§ 108D‑5.3.  Enrollee requests for disenrollment.

(a) In General. – An enrollee, or the enrollee's authorized representative, who is requesting disenrollment from a PHP, shall submit an oral or written request for disenrollment to the enrollment broker.

(b) Without Cause Enrollee Requests for Disenrollment. – An enrollee shall be allowed to disenroll from the PHP without cause only during the times specified in 42 C.F.R. § 438.56(c)(2), except that enrollees who are in any of the following groups may disenroll at any time:

(1) Beneficiaries who meet the definition of Indian under 42 C.F.R. § 438.14(a).

(2) Beneficiaries who are enrolled in the foster care system.

(3) Beneficiaries who are in the former foster care Medicaid eligibility category.

(4) Beneficiaries who receive Title IV‑E adoption assistance.

(5) Beneficiaries who are receiving long‑term services and supports in institutional or community‑based settings.

(6) Any other beneficiaries who are not required to enroll in a PHP under G.S. 108D‑40.

(c) With Cause Enrollee Requests for Disenrollment. – An enrollee, or the enrollee's authorized representative, may submit a request to disenroll from a PHP for cause at any time.

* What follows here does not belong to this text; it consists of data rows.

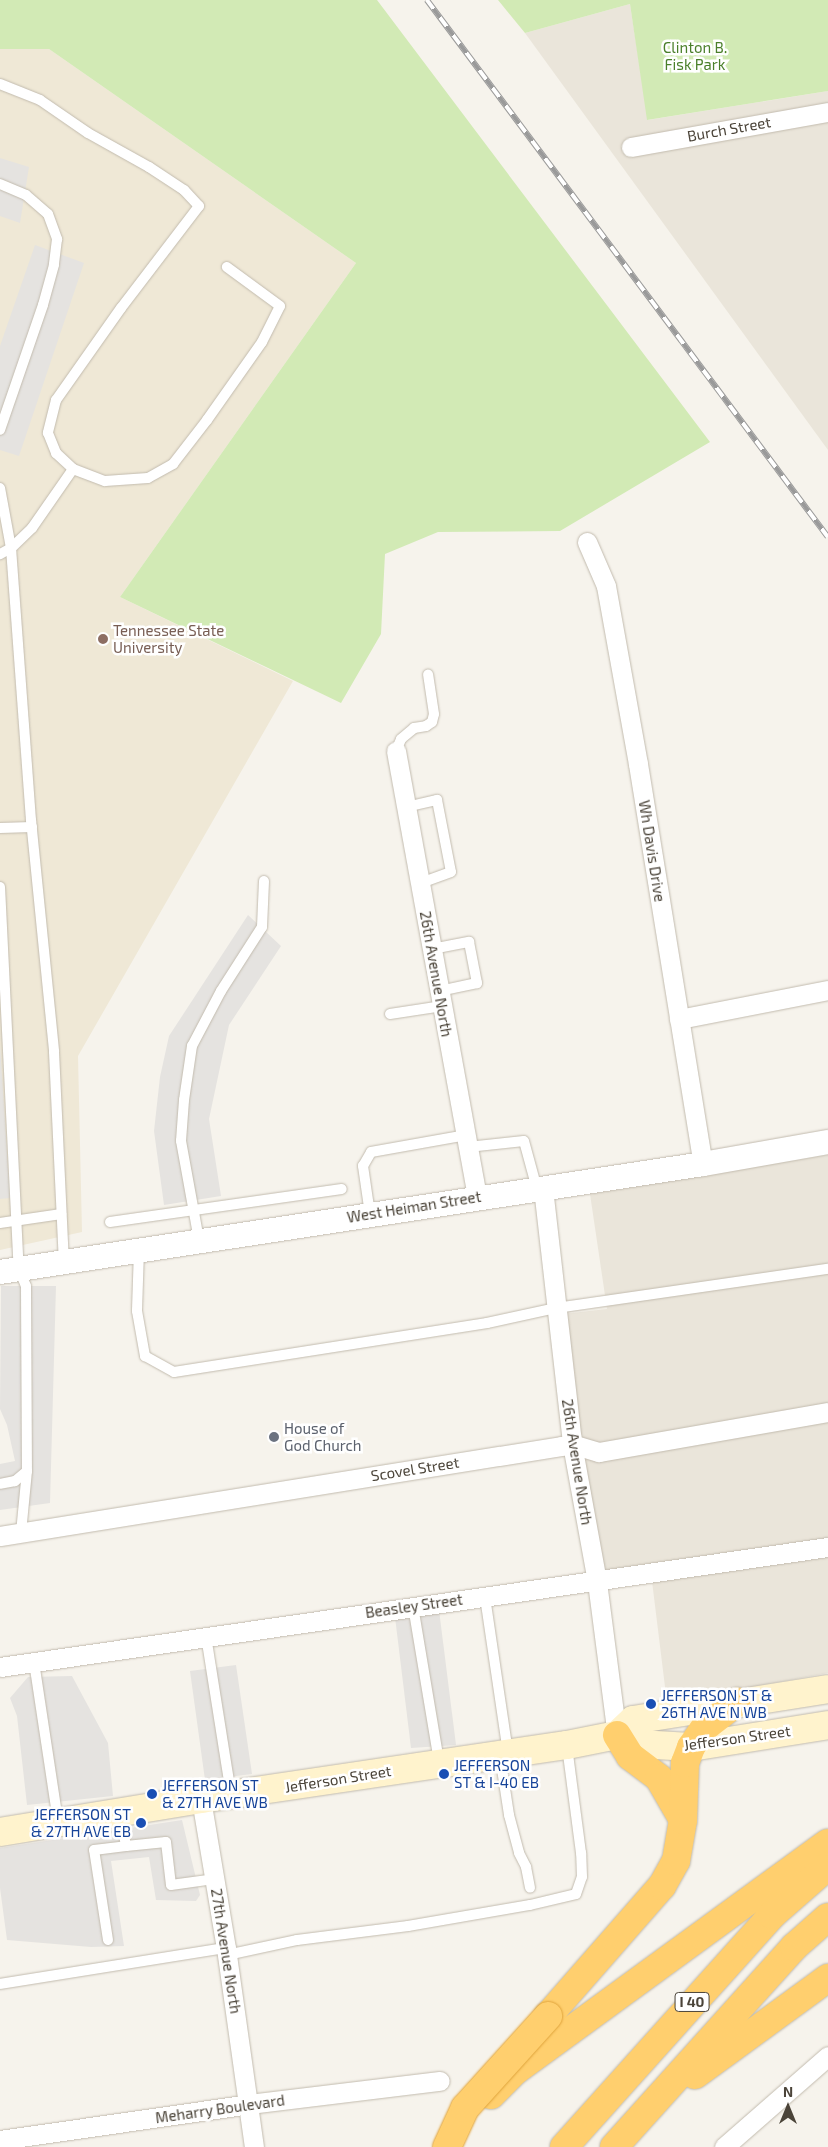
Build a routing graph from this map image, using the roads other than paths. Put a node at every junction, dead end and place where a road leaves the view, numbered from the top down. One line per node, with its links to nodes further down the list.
1 (0, 84): 7 (lane)
2 (828, 112): 3 (street, Burch Street)
3 (631, 147)
4 (0, 184): 6 (lane)
5 (227, 267): 7 (lane)
6 (0, 430)
7 (73, 470): 10 (lane)
8 (0, 488): 10 (lane)
9 (588, 542): 24 (street, Wh Davis Drive)
10 (10, 548): 11 (lane); 15 (lane)
11 (0, 554)
12 (428, 674): 13 (lane)
13 (396, 751): 14 (street, 26th Avenue North)
14 (406, 806): 18 (street, 26th Avenue North); 18 (lane)
15 (32, 826): 16 (lane); 32 (lane)
16 (0, 828)
17 (264, 881): 31 (lane)
18 (420, 883): 20 (street, 26th Avenue North)
19 (0, 887): 34 (lane)
20 (432, 949): 22 (street, 26th Avenue North); 22 (lane)
21 (828, 990): 24 (street)
22 (441, 998): 23 (lane); 25 (street, 26th Avenue North)
23 (390, 1014)
24 (679, 1020): 27 (street, Wh Davis Drive)
25 (467, 1141): 28 (lane); 30 (street, 26th Avenue North); 33 (lane)
26 (828, 1142): 27 (street, West Heiman Street)
27 (702, 1164): 28 (street, West Heiman Street)
28 (540, 1188): 30 (street, West Heiman Street); 42 (street, 26th Avenue North)
29 (342, 1189): 31 (lane)
30 (477, 1197): 33 (street, West Heiman Street)
31 (194, 1210): 35 (lane); 37 (lane)
32 (61, 1214): 34 (lane); 39 (lane)
33 (370, 1214): 37 (street, West Heiman Street)
34 (17, 1221): 36 (lane); 41 (lane)
35 (110, 1222)
36 (0, 1223)
37 (199, 1240): 38 (street, West Heiman Street)
38 (139, 1249): 39 (street, West Heiman Street); 42 (lane)
39 (64, 1262): 41 (street, West Heiman Street)
40 (828, 1269): 42 (lane)
41 (10, 1270): 45 (lane)
42 (556, 1308): 44 (street, 26th Avenue North)
43 (828, 1412): 44 (street, Scovel Street)
44 (572, 1444): 47 (street, Scovel Street); 50 (street, 26th Avenue North)
45 (26, 1471): 46 (lane); 47 (lane)
46 (0, 1484)
47 (21, 1533): 48 (street, Scovel Street)
48 (0, 1536)
49 (828, 1547): 50 (street, Beasley Street)
50 (597, 1582): 51 (street, Beasley Street); 59 (street, 26th Avenue North)
51 (485, 1597): 52 (street, Beasley Street); 62 (lane)
52 (413, 1606): 53 (street, Beasley Street); 63 (lane)
53 (206, 1636): 54 (street, Beasley Street); 64 (lane)
54 (34, 1662): 55 (street, Beasley Street); 68 (lane)
55 (0, 1667)
56 (828, 1689): 57 (main road, Jefferson Street)
57 (736, 1702): 59 (main road, Jefferson Street); 61 (highway)
58 (828, 1726): 61 (main road, Jefferson Street)
59 (616, 1735): 60 (main road, Jefferson Street); 61 (main road, Jefferson Street); 67 (highway)
60 (566, 1745): 62 (main road, Jefferson Street); 77 (lane)
61 (691, 1747): 67 (highway)
62 (504, 1754): 63 (main road, Jefferson Street); 74 (lane)
63 (439, 1763): 64 (main road, Jefferson Street)
64 (231, 1795): 65 (main road, Jefferson Street)
65 (201, 1799): 66 (main road, Jefferson Street); 73 (street, 27th Avenue North)
66 (120, 1812): 68 (main road, Jefferson Street); 71 (lane)
67 (683, 1820): 87 (highway, bridge)
68 (58, 1822): 69 (main road, Jefferson Street)
69 (0, 1832)
70 (828, 1843): 86 (highway)
71 (126, 1846): 73 (lane); 76 (lane)
72 (828, 1866): 88 (highway, I 40)
73 (214, 1879): 77 (street, 27th Avenue North)
74 (530, 1888)
75 (828, 1917): 83 (highway, I 40)
76 (108, 1940)
77 (227, 1952): 79 (lane); 82 (street, 27th Avenue North)
78 (828, 1978): 83 (highway)
79 (0, 1984)
80 (828, 2056): 90 (street)
81 (440, 2081): 82 (street, Meharry Boulevard)
82 (249, 2104): 84 (street, Meharry Boulevard); 85 (street, 27th Avenue North)
83 (646, 2111): 89 (highway, I 40)
84 (0, 2140)
85 (254, 2147)
86 (439, 2147)
87 (447, 2147)
88 (564, 2147)
89 (614, 2147)
90 (724, 2147)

For cause reasons for disenrollment from a PHP include the following:

(1) The enrollee moves out of the PHP's service area.

(2) The PHP, because of the PHP's moral or religious objections, does not cover a service the enrollee seeks.

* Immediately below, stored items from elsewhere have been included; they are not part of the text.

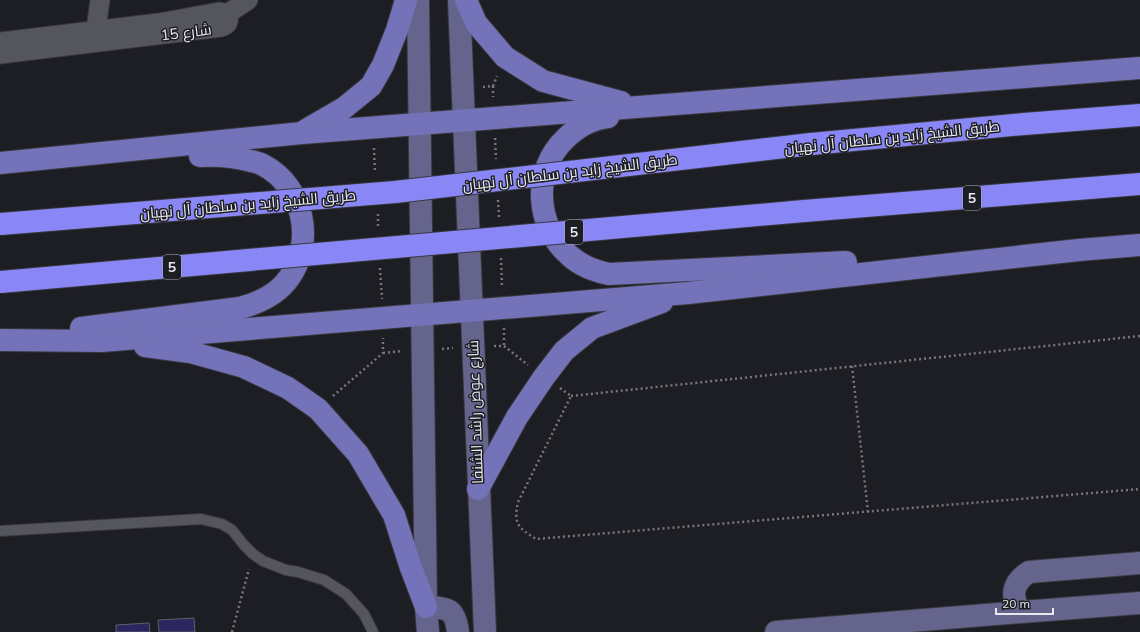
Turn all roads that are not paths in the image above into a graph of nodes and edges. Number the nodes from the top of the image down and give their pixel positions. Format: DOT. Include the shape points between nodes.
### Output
graph roads {
  1 [pos="100,0"];
  2 [pos="248,0"];
  3 [pos="406,0"];
  4 [pos="418,0"];
  5 [pos="459,0"];
  6 [pos="466,0"];
  7 [pos="227,14"];
  8 [pos="96,30"];
  9 [pos="0,42"];
  10 [pos="0,54"];
  11 [pos="1140,68"];
  12 [pos="1047,75"];
  13 [pos="637,106"];
  14 [pos="1140,115"];
  15 [pos="464,120"];
  16 [pos="420,124"];
  17 [pos="302,133"];
  18 [pos="0,164"];
  19 [pos="1140,184"];
  20 [pos="0,224"];
  21 [pos="1140,245"];
  22 [pos="1079,250"];
  23 [pos="0,282"];
  24 [pos="688,293"];
  25 [pos="472,310"];
  26 [pos="422,315"];
  27 [pos="0,339"];
  28 [pos="102,341"];
  29 [pos="478,489"];
  30 [pos="0,531"];
  31 [pos="1140,563"];
  32 [pos="1140,603"];
  33 [pos="426,607"];
  34 [pos="1021,612"];
  35 [pos="373,632"];
  36 [pos="428,632"];
  37 [pos="458,632"];
  38 [pos="484,632"];
  39 [pos="776,632"];
  1 -- 8 [label="street"];
  2 -- 7 [label="street"];
  3 -- 17 [label="main road" via="383,65 371,86 344,108"];
  4 -- 16 [label="main road"];
  5 -- 15 [label="main road, شارع عوض راشد الشنفا"];
  6 -- 13 [label="main road" via="476,23 505,57 543,81"];
  7 -- 8 [label="street, شارع 15" via="218,12 179,20"];
  7 -- 10 [label="street, شارع 15" via="228,23 221,28"];
  8 -- 9 [label="street, شارع 15"];
  11 -- 12 [label="main road"];
  12 -- 13 [label="main road"];
  12 -- 22 [label="main road" via="599,118 583,125 560,143 545,171 542,204 547,224 556,242 571,257 589,268 609,274"];
  13 -- 15 [label="main road"];
  14 -- 20 [label="highway, طريق الشيخ زايد بن سلطان آل نهيان, bridge" via="811,144 395,192"];
  15 -- 16 [label="main road"];
  15 -- 25 [label="main road, شارع عوض راشد الشنفا"];
  16 -- 17 [label="main road"];
  16 -- 26 [label="main road"];
  17 -- 18 [label="main road"];
  18 -- 27 [label="main road" via="234,156 263,165 281,178 292,192 302,216 303,243 298,264 288,279 275,293 259,302 240,308"];
  19 -- 23 [label="highway, 5, bridge"];
  21 -- 22 [label="main road"];
  22 -- 24 [label="main road"];
  24 -- 25 [label="main road"];
  24 -- 29 [label="main road" via="592,328 564,351 517,418"];
  25 -- 26 [label="main road"];
  25 -- 29 [label="main road, شارع عوض راشد الشنفا"];
  26 -- 28 [label="main road"];
  26 -- 33 [label="main road"];
  27 -- 28 [label="main road"];
  28 -- 33 [label="main road" via="190,352 244,367 288,388 318,409 358,454 394,515"];
  29 -- 38 [label="main road, شارع عوض راشد الشنفا"];
  30 -- 35 [label="lane" via="201,519 222,524 232,530 252,554 263,561 324,580 346,594 364,614"];
  31 -- 34 [label="main road" via="1029,572 1022,577 1014,590 1016,606"];
  32 -- 34 [label="main road"];
  33 -- 36 [label="main road"];
  33 -- 37 [label="main road" via="445,608 449,611 456,618"];
  34 -- 39 [label="main road"];
}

(3) The enrollee needs concurrent, related services that are not all available within the PHP's network and the enrollee's provider determines that receiving services separately would subject the enrollee to unnecessary risk.

(4) An enrollee who receives long‑term services and supports will be required to change residential, institutional, or employment supports providers due to the enrollee's provider's change from in‑network to out‑of‑network status with the PHP and, as a result, the enrollee would experience a disruption in residence or employment.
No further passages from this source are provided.